Distinguished Anishinaabe researcher talks adverse childhood experiences

By Rick Garrick
THUNDER BAY — Pays Plat’s Chris Mushquash highlighted how adverse childhood experiences (ACEs) are increasing among First Nations people during Lakehead University’s Distinguished Researcher Talk: Community-led Indigenous Mental Health and Addiction Research on Feb. 26. Mushquash, professor in the Department of Psychology at Lakehead University and the Northern Ontario School of Medicine University, clinical psychologist at Dilico Anishinabek Family Care, vice president research at the Thunder Bay Regional Health Sciences Centre, chief scientist and chief operating officer at the Thunder Bay Regional Health Research Institute, director of the Centre for Rural and Northern Health Research at Lakehead University and Tier 1 Canada Research Chair in Indigenous Mental Health and Addiction, delivered his presentation at the CASES Building Atrium on the Thunder Bay campus as part of Lakehead University’s Research and Innovation Week.

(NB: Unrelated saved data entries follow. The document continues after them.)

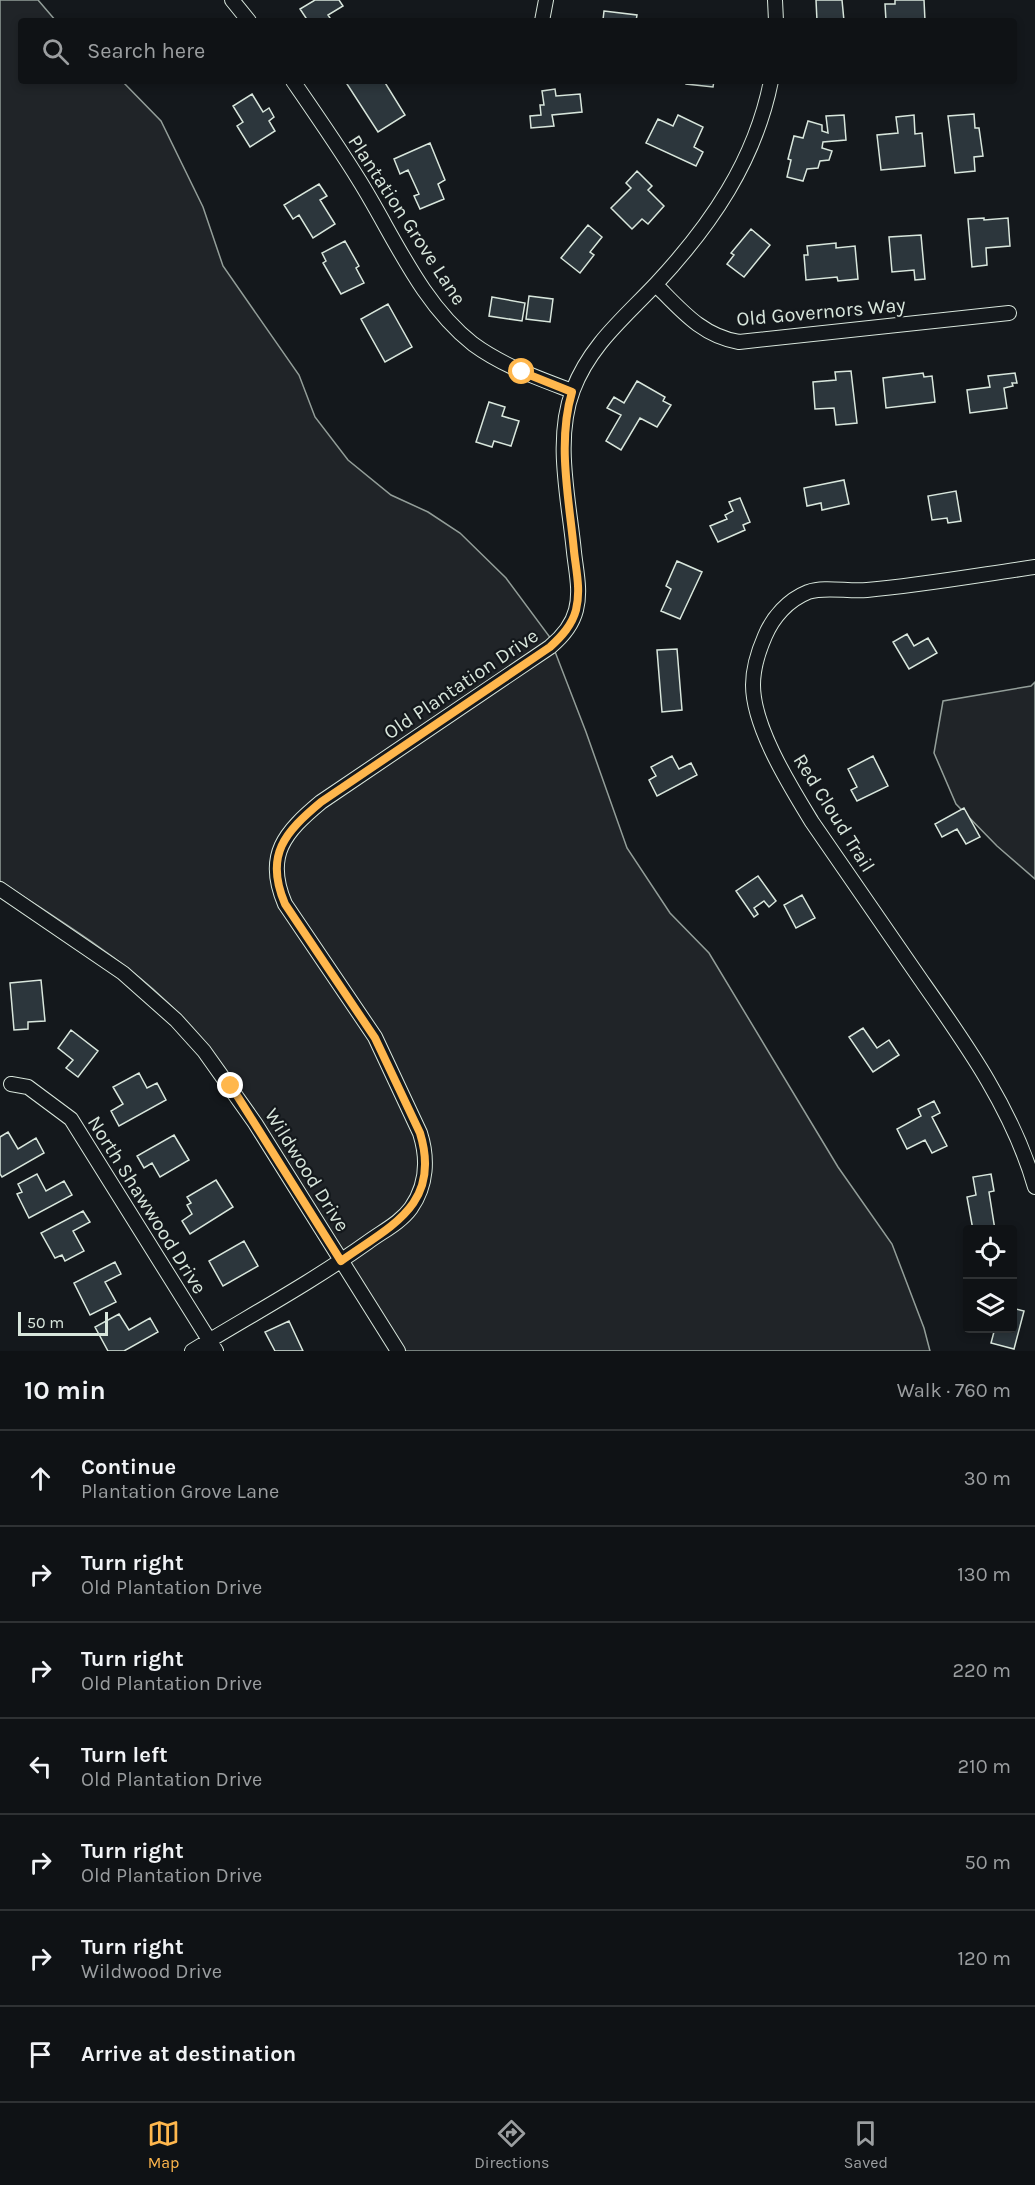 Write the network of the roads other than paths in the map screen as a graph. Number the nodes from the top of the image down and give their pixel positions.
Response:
1 (232, 0) edge
2 (546, 0) edge
3 (775, 0) edge
4 (247, 18) edge
5 (543, 18) edge
6 (776, 18) edge
7 (295, 84) edge
8 (770, 84) edge
9 (656, 285) junction
10 (1009, 313) dead end
11 (572, 392) junction
12 (1035, 567) edge
13 (0, 889) edge
14 (11, 1084) dead end
15 (1035, 1187) edge
16 (341, 1261) junction
17 (212, 1346) edge
18 (192, 1351) edge
19 (398, 1351) edge

1 - 4 street
2 - 5 street
3 - 6 street
7 - 11 street, Plantation Grove Lane
8 - 9 street, Old Plantation Drive
9 - 10 street, Old Governors Way
9 - 11 street, Old Plantation Drive
11 - 16 street, Old Plantation Drive
12 - 15 street, Red Cloud Trail
13 - 16 street, Wildwood Drive
14 - 17 street, North Shawwood Drive
16 - 17 street, Old Plantation Drive
16 - 19 street, Wildwood Drive
17 - 18 street, Old Plantation Drive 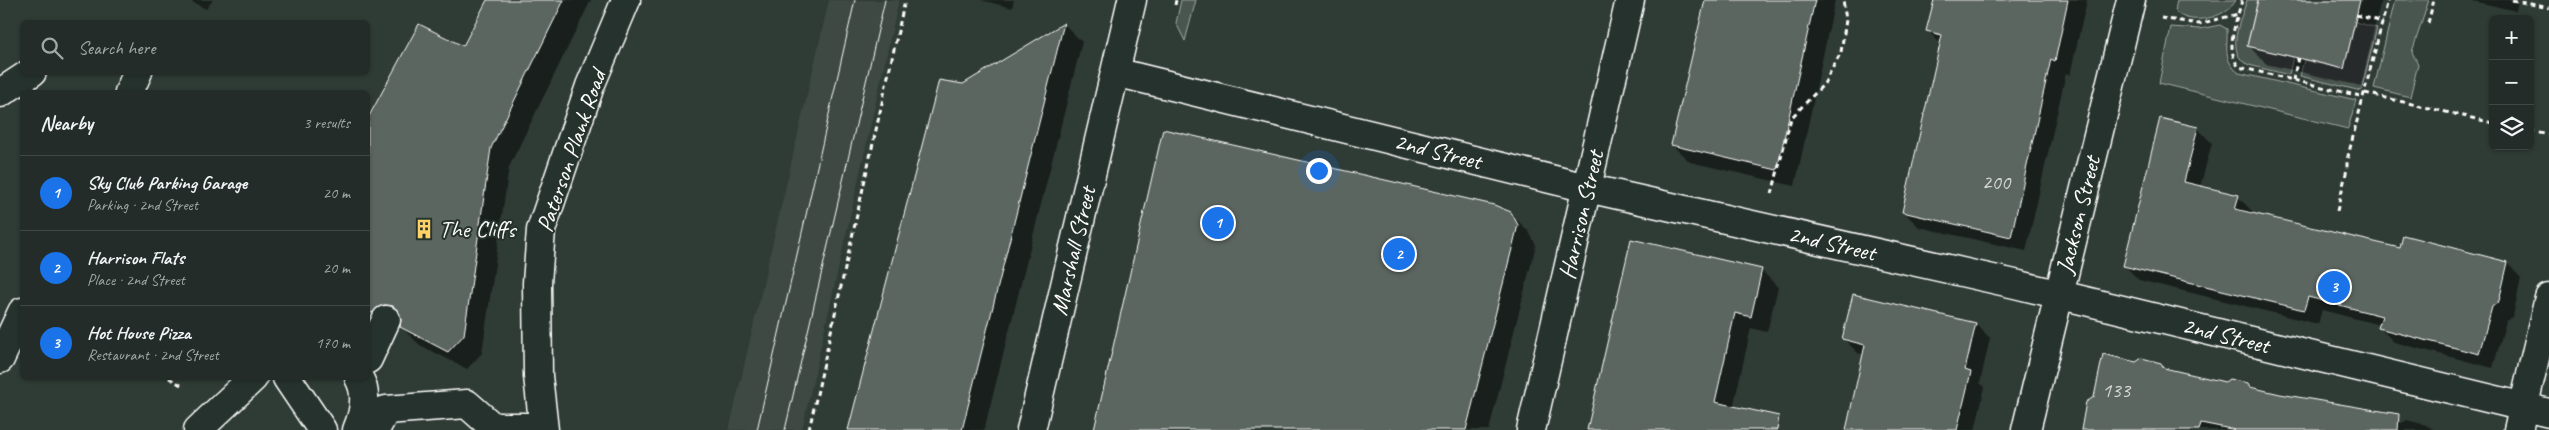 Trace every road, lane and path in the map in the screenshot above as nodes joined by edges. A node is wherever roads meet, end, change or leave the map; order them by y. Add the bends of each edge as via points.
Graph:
1 (626, 0) edge
2 (906, 0) edge
3 (1132, 0) edge
4 (1176, 0) edge
5 (1630, 0) edge
6 (1843, 0) edge
7 (2130, 0) edge
8 (2242, 0) edge
9 (2388, 0) edge
10 (2434, 0) edge
11 (2512, 0) edge
12 (1175, 5) dead end
13 (2549, 8) edge
14 (2239, 14) junction
15 (2356, 15) dead end
16 (2161, 18) dead end
17 (2383, 22) junction
18 (2428, 23) dead end
19 (2298, 58) dead end
20 (1115, 72) junction
21 (27, 75) edge
22 (137, 75) edge
23 (2293, 80) junction
24 (130, 90) edge
25 (0, 93) edge
26 (2365, 95) junction
27 (2489, 121) edge
28 (2534, 132) edge
29 (2549, 135) edge
30 (1587, 188) junction
31 (1771, 200) dead end
32 (2337, 211) dead end
33 (2058, 295) junction
34 (2549, 298) edge
35 (20, 316) edge
36 (386, 320) dead end
37 (370, 354) edge
38 (0, 359) edge
39 (172, 380) edge
40 (251, 380) edge
41 (288, 380) edge
42 (360, 380) edge
43 (181, 385) dead end
44 (2530, 417) edge
45 (492, 428) edge
46 (543, 428) edge
47 (198, 430) edge
48 (322, 430) edge
49 (356, 430) edge
50 (375, 430) edge
51 (809, 430) edge
52 (1031, 430) edge
53 (1531, 430) edge
54 (2026, 430) edge

1 - 46 street, Paterson Plank Road via 590,86 541,230 536,283
2 - 51 path
3 - 20 street, Marshall Street
4 - 12 path
5 - 30 street, Harrison Street
6 - 31 path via 1846,20 1841,52 1824,84 1791,118
7 - 33 street, Jackson Street
8 - 14 path
9 - 17 path
10 - 18 path
11 - 13 path
14 - 16 path via 2199,24
14 - 23 path via 2232,46 2236,63 2244,70
15 - 17 path
17 - 26 path
19 - 23 path
20 - 30 street, 2nd Street
20 - 52 street, Marshall Street
21 - 25 street
22 - 24 street
23 - 26 path
26 - 27 path
26 - 32 path
28 - 29 path
30 - 33 street, 2nd Street
30 - 53 street, Harrison Street
33 - 44 street, 2nd Street
33 - 54 street, Jackson Street
34 - 44 street
35 - 38 street
36 - 37 street
39 - 43 path
40 - 47 street
41 - 48 street
42 - 49 street via 364,408
45 - 46 street
45 - 50 street via 467,404 386,410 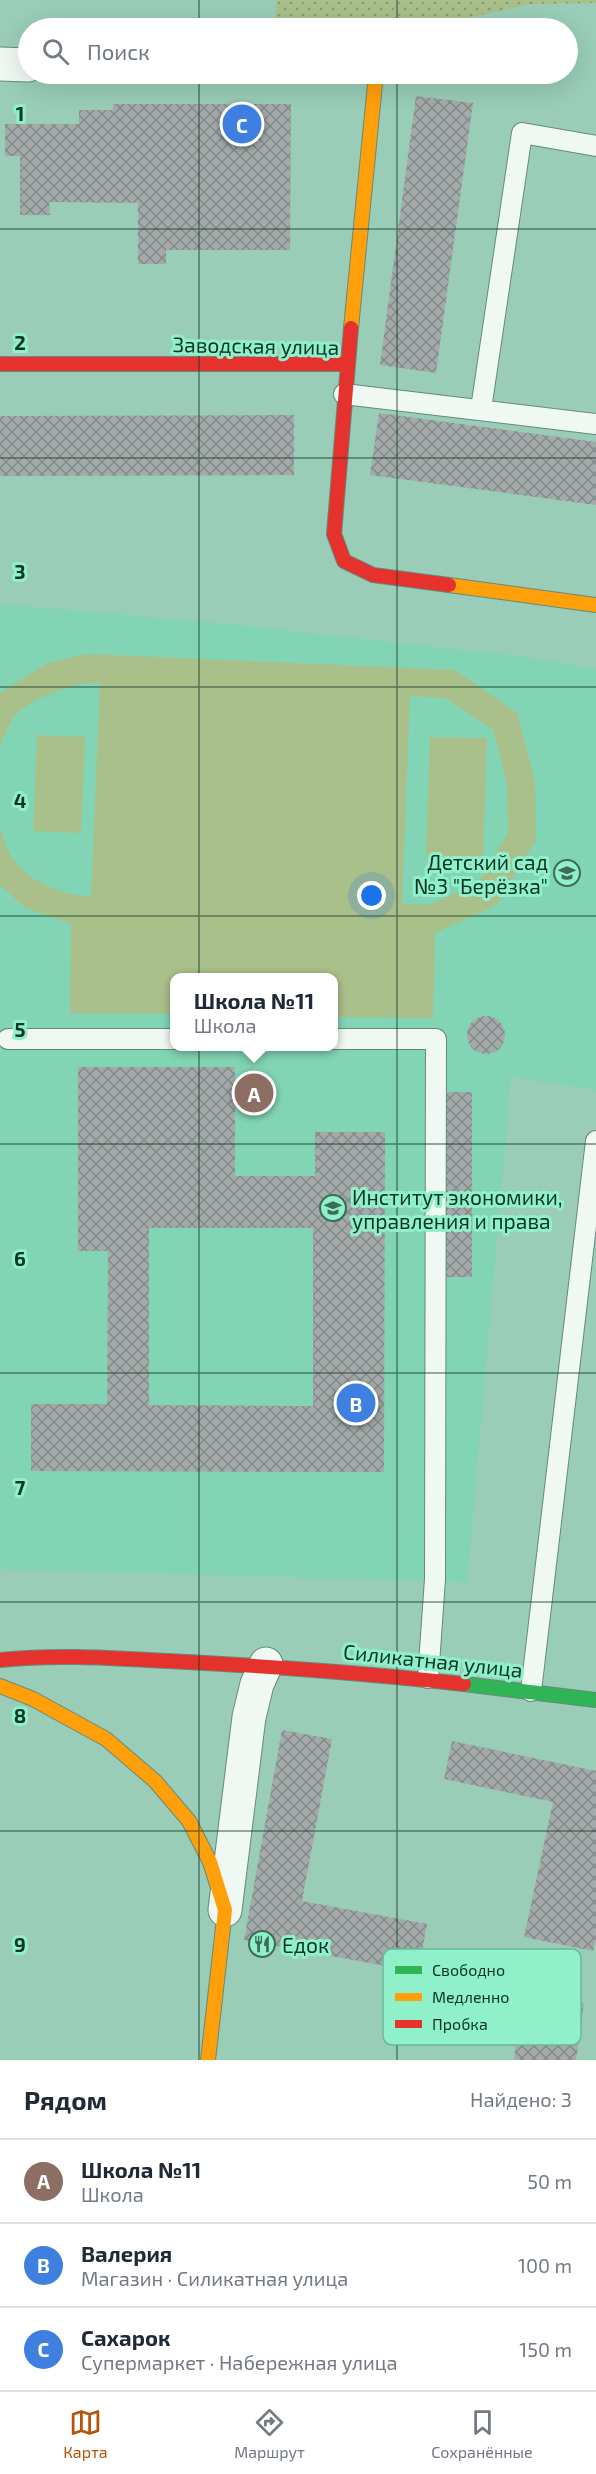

“We published this paper a couple of years ago now — in general, adverse childhood experiences in the general population are going down, and they should be,” Mushquash says. “As we progress in society, the amount of adversity a child experiences before the age of 18 should be decreasing. In First Nations, it’s increasing. Now here’s the challenge, currently, there’s insufficient systems and services and supports for people who have experienced these things. And the rates of adversity are increasing, so if you think there’s not enough service now, wait 10 years.”
Mushquash also stressed how adverse childhood experiences affect people during his presentation.
“Adverse childhood experiences disrupt typical development in a number of different ways, not the least of which is prefrontal cortical development, which is the home of your executive function, and that’s an attachment-mediated process, so biological attachment through infancy and early childhood,” Mushquash says. “Once that’s disrupted sufficiently, you end up having some difficulties in areas like emotion regulation, impulse control, planning, organization, self-monitoring. Depending upon the model, there’s somewhere between 11 and 14 agreed upon executive functions, very important functions as you can imagine, to sort of be well.”
Mushquash says the first thing people tend to do when they look at ACEs literature is to apply it to themselves or to people they know.
“So they’ll say, ‘Wow, I have one, two, three of those, am I doomed?’,” Mushquash says. “Well, the answer is no. You can’t use population-level data to predict individual outcomes. At the individual level, all bets are off. You probably know someone, or you might be somebody who has experienced a tremendous amount of childhood adversity, but you’re sitting in university right now, and you’ve managed to organize your life such that you’re listening to me talk. So always resist the urge to apply population-level data to the individual.”
Mushquash says in a study they did at Dilico Anishinabek Family Care, which is forthcoming, they looked at building ACE measurement into general child welfare practices as a means of trying to predict future need at the population level.
“If I know ACEs increase risks and I know the mean ACEs in the group of people that I am looking to predict what might be needed in the future, then I can presumably model the health and human resource needs, the housing needs and so on,” Mushquash says, noting that it baffles him why data is not used for decision-making about future capacity needs. “So what we’re trying to do is make the case that these data should be used for decision-making now to produce system capacity when you need it, not to be scrambling.”